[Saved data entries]
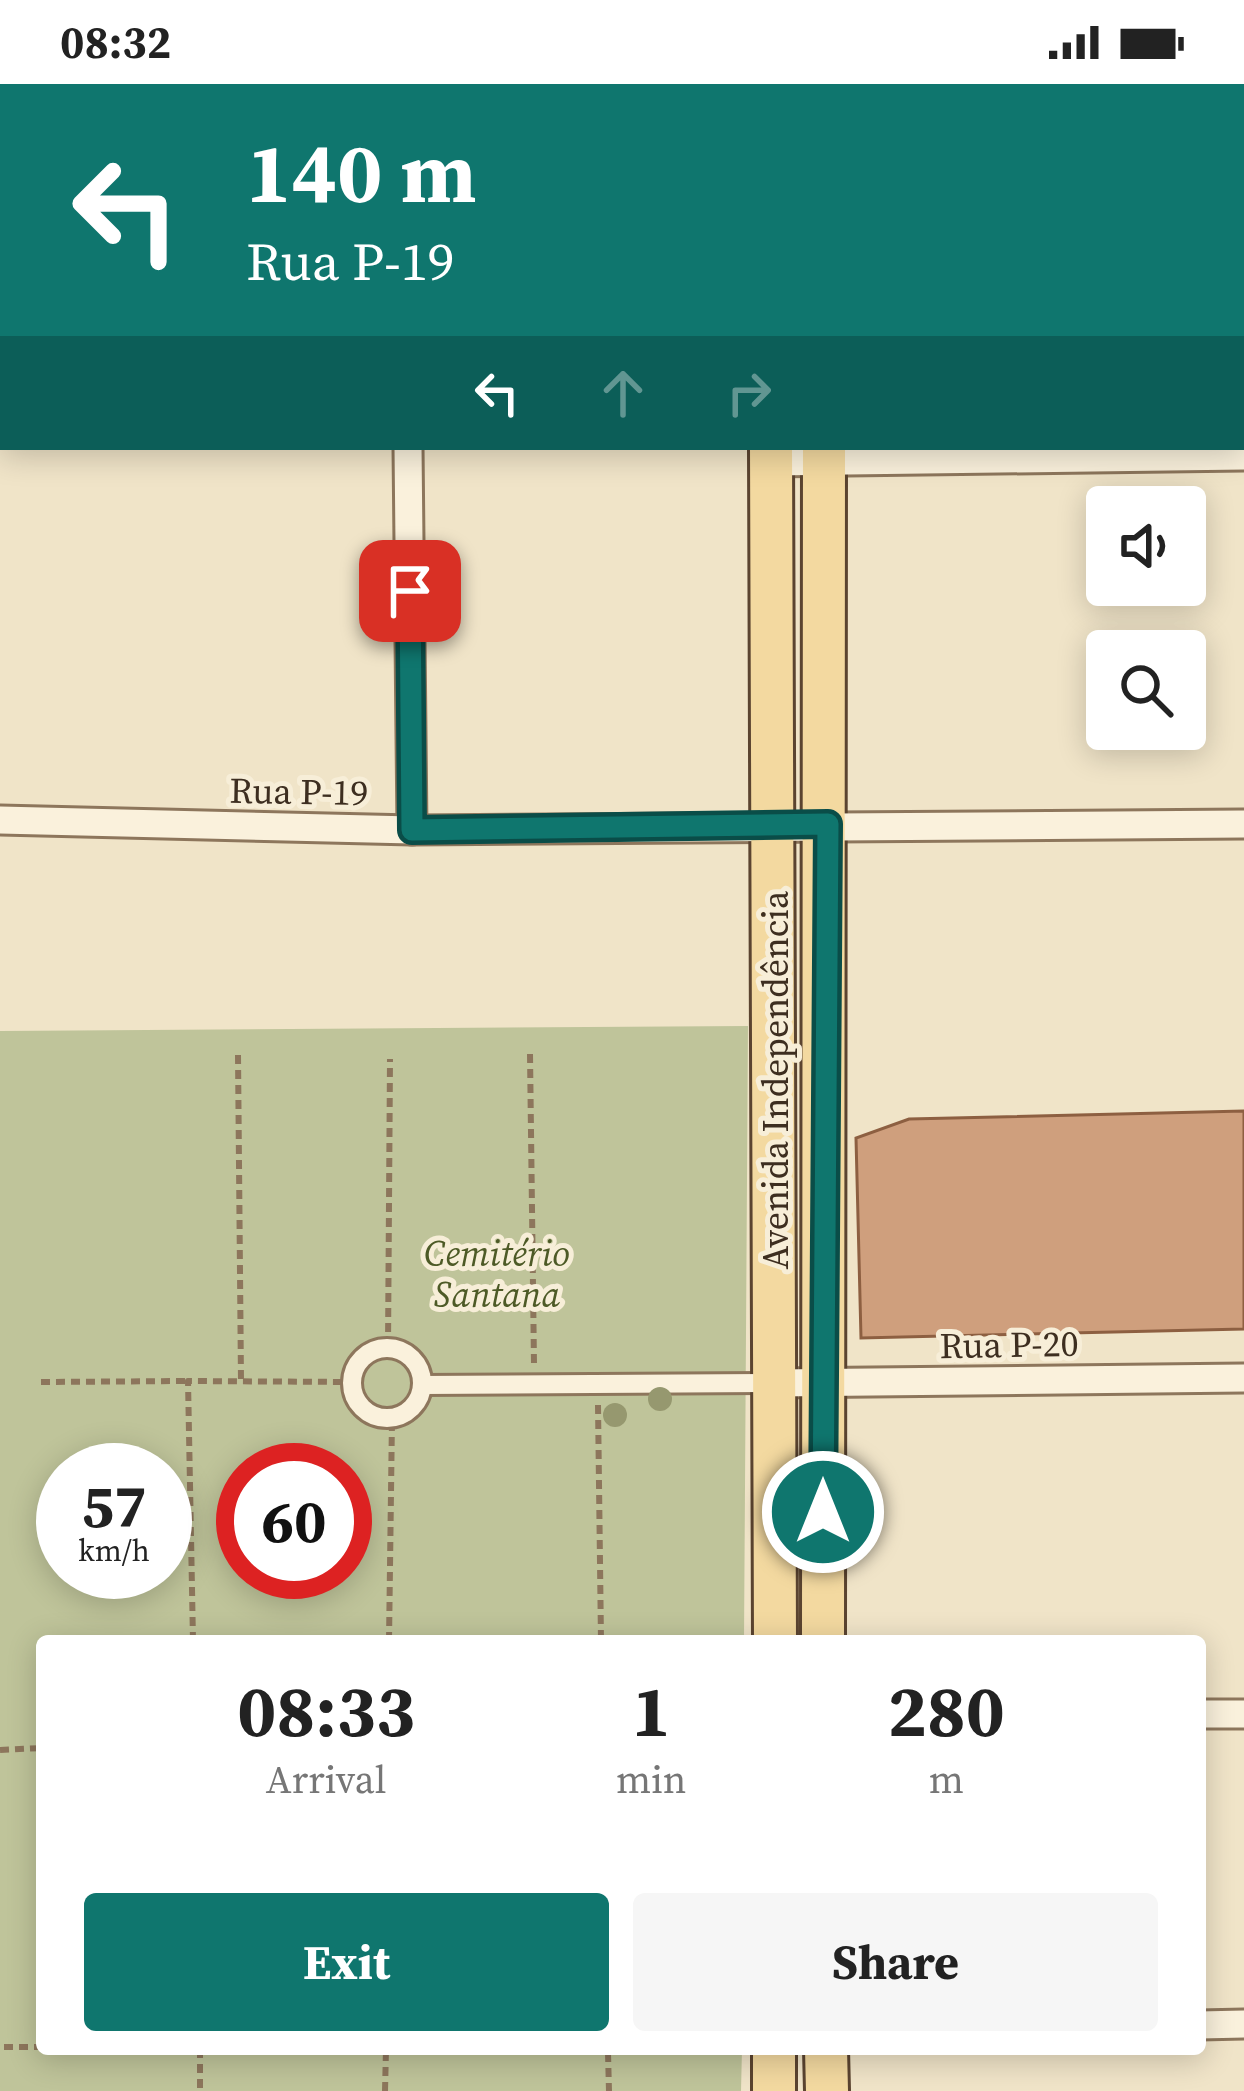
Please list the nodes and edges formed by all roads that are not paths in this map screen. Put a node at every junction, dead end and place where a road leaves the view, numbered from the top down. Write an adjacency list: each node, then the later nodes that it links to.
1 (408, 450): 9 (street)
2 (824, 454): 3 (street); 4 (street); 7 (main road, Avenida Independência)
3 (771, 455): 6 (main road, Avenida Independência)
4 (1244, 456)
5 (0, 820): 9 (street, Rua P-19)
6 (775, 824): 7 (street, Rua P-19); 9 (street, Rua P-19); 11 (main road, Avenida Independência)
7 (828, 824): 8 (street, Rua P-19); 12 (main road, Avenida Independência)
8 (1244, 824)
9 (412, 830)
10 (1244, 1378): 12 (street, Rua P-20)
11 (775, 1383): 12 (street, Rua P-20); 13 (street); 14 (main road, Avenida Independência)
12 (822, 1383): 15 (main road, Avenida Independência)
13 (422, 1385): 13 (street)
14 (775, 1635)
15 (824, 1635)
16 (1206, 1714): 17 (street)
17 (1244, 1714)
18 (1244, 2024): 19 (street)
19 (1206, 2025)
20 (774, 2055): 22 (main road)
21 (826, 2055): 23 (main road)
22 (774, 2091)
23 (827, 2091)

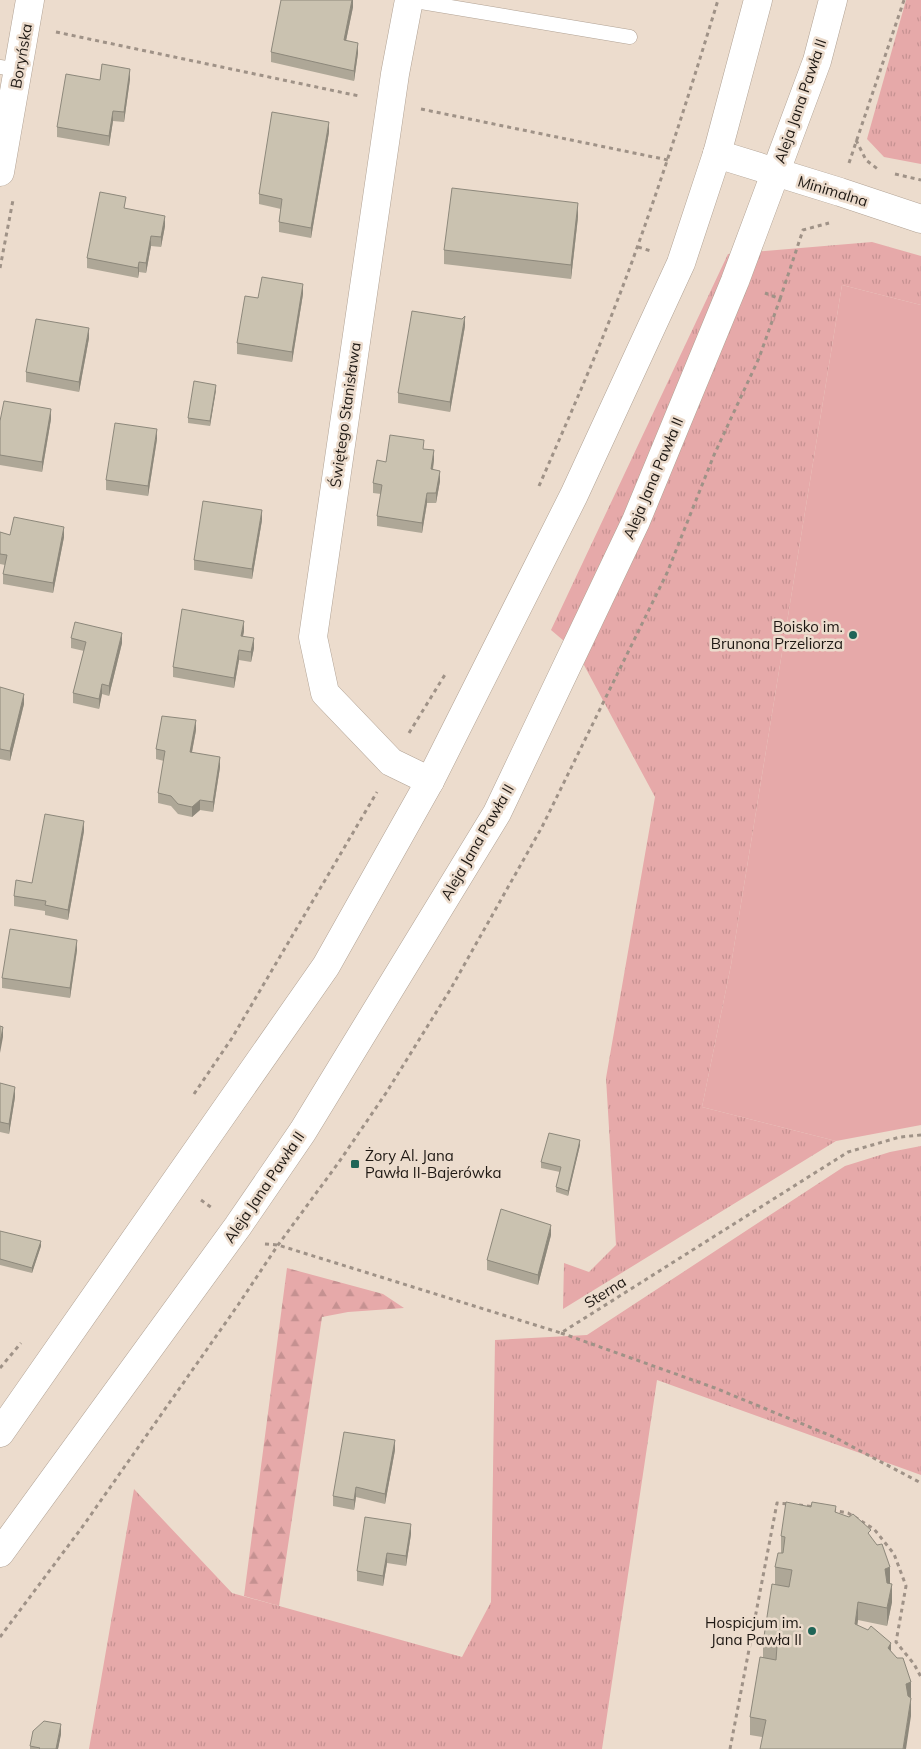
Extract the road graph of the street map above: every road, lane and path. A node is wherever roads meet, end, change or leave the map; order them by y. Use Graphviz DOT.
graph roads {
  1 [pos="30,0"];
  2 [pos="409,0"];
  3 [pos="718,0"];
  4 [pos="758,0"];
  5 [pos="833,0"];
  6 [pos="904,0"];
  7 [pos="56,32"];
  8 [pos="630,37"];
  9 [pos="9,69"];
  10 [pos="391,102"];
  11 [pos="717,154"];
  12 [pos="668,160"];
  13 [pos="880,170"];
  14 [pos="0,172"];
  15 [pos="775,172"];
  16 [pos="888,172"];
  17 [pos="921,180"];
  18 [pos="921,220"];
  19 [pos="539,488"];
  20 [pos="446,673"];
  21 [pos="391,762"];
  22 [pos="430,782"];
  23 [pos="193,1096"];
  24 [pos="921,1136"];
  25 [pos="561,1334"];
  26 [pos="26,1335"];
  27 [pos="0,1368"];
  28 [pos="0,1433"];
  29 [pos="921,1483"];
  30 [pos="822,1508"];
  31 [pos="831,1510"];
  32 [pos="0,1553"];
  33 [pos="0,1637"];
  34 [pos="921,1677"];
  35 [pos="730,1749"];
  1 -- 9 [label="street, Boryńska"];
  2 -- 8 [label="lane"];
  2 -- 10 [label="street, Świętego Stanisława"];
  3 -- 12 [label="path"];
  4 -- 11 [label="street"];
  5 -- 15 [label="street, Aleja Jana Pawła II"];
  6 -- 13 [label="path"];
  7 -- 10 [label="path"];
  9 -- 14 [label="street, Boryńska"];
  10 -- 12 [label="path"];
  10 -- 21 [label="street, Świętego Stanisława"];
  11 -- 15 [label="street, Minimalna"];
  11 -- 22 [label="street"];
  12 -- 19 [label="path"];
  15 -- 18 [label="street, Minimalna"];
  15 -- 32 [label="street, Aleja Jana Pawła II"];
  16 -- 17 [label="path"];
  20 -- 21 [label="path"];
  21 -- 22 [label="street, Świętego Stanisława"];
  21 -- 23 [label="path"];
  22 -- 28 [label="street"];
  24 -- 25 [label="path, Sterna"];
  25 -- 29 [label="path"];
  25 -- 33 [label="path"];
  26 -- 27 [label="path"];
  30 -- 35 [label="path"];
  31 -- 34 [label="path"];
}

● **Exercise requirements**
Pictures don't belong in the copy. Restate all the entries exactly.

● **Exercise answer**
Please list the nodes and edges formed by all roads that are not paths in this map screen. Put a node at every junction, dead end and place where a road leaves the view, numbered from the top down. Write an adjacency list: each node, then the later nodes that it links to.
1 (408, 450): 9 (street)
2 (824, 454): 3 (street); 4 (street); 7 (main road, Avenida Independência)
3 (771, 455): 6 (main road, Avenida Independência)
4 (1244, 456)
5 (0, 820): 9 (street, Rua P-19)
6 (775, 824): 7 (street, Rua P-19); 9 (street, Rua P-19); 11 (main road, Avenida Independência)
7 (828, 824): 8 (street, Rua P-19); 12 (main road, Avenida Independência)
8 (1244, 824)
9 (412, 830)
10 (1244, 1378): 12 (street, Rua P-20)
11 (775, 1383): 12 (street, Rua P-20); 13 (street); 14 (main road, Avenida Independência)
12 (822, 1383): 15 (main road, Avenida Independência)
13 (422, 1385): 13 (street)
14 (775, 1635)
15 (824, 1635)
16 (1206, 1714): 17 (street)
17 (1244, 1714)
18 (1244, 2024): 19 (street)
19 (1206, 2025)
20 (774, 2055): 22 (main road)
21 (826, 2055): 23 (main road)
22 (774, 2091)
23 (827, 2091)

Extract the road graph of the street map above: every road, lane and path. A node is wherever roads meet, end, change or leave the map; order them by y. Use Graphviz DOT.
graph roads {
  1 [pos="30,0"];
  2 [pos="409,0"];
  3 [pos="718,0"];
  4 [pos="758,0"];
  5 [pos="833,0"];
  6 [pos="904,0"];
  7 [pos="56,32"];
  8 [pos="630,37"];
  9 [pos="9,69"];
  10 [pos="391,102"];
  11 [pos="717,154"];
  12 [pos="668,160"];
  13 [pos="880,170"];
  14 [pos="0,172"];
  15 [pos="775,172"];
  16 [pos="888,172"];
  17 [pos="921,180"];
  18 [pos="921,220"];
  19 [pos="539,488"];
  20 [pos="446,673"];
  21 [pos="391,762"];
  22 [pos="430,782"];
  23 [pos="193,1096"];
  24 [pos="921,1136"];
  25 [pos="561,1334"];
  26 [pos="26,1335"];
  27 [pos="0,1368"];
  28 [pos="0,1433"];
  29 [pos="921,1483"];
  30 [pos="822,1508"];
  31 [pos="831,1510"];
  32 [pos="0,1553"];
  33 [pos="0,1637"];
  34 [pos="921,1677"];
  35 [pos="730,1749"];
  1 -- 9 [label="street, Boryńska"];
  2 -- 8 [label="lane"];
  2 -- 10 [label="street, Świętego Stanisława"];
  3 -- 12 [label="path"];
  4 -- 11 [label="street"];
  5 -- 15 [label="street, Aleja Jana Pawła II"];
  6 -- 13 [label="path"];
  7 -- 10 [label="path"];
  9 -- 14 [label="street, Boryńska"];
  10 -- 12 [label="path"];
  10 -- 21 [label="street, Świętego Stanisława"];
  11 -- 15 [label="street, Minimalna"];
  11 -- 22 [label="street"];
  12 -- 19 [label="path"];
  15 -- 18 [label="street, Minimalna"];
  15 -- 32 [label="street, Aleja Jana Pawła II"];
  16 -- 17 [label="path"];
  20 -- 21 [label="path"];
  21 -- 22 [label="street, Świętego Stanisława"];
  21 -- 23 [label="path"];
  22 -- 28 [label="street"];
  24 -- 25 [label="path, Sterna"];
  25 -- 29 [label="path"];
  25 -- 33 [label="path"];
  26 -- 27 [label="path"];
  30 -- 35 [label="path"];
  31 -- 34 [label="path"];
}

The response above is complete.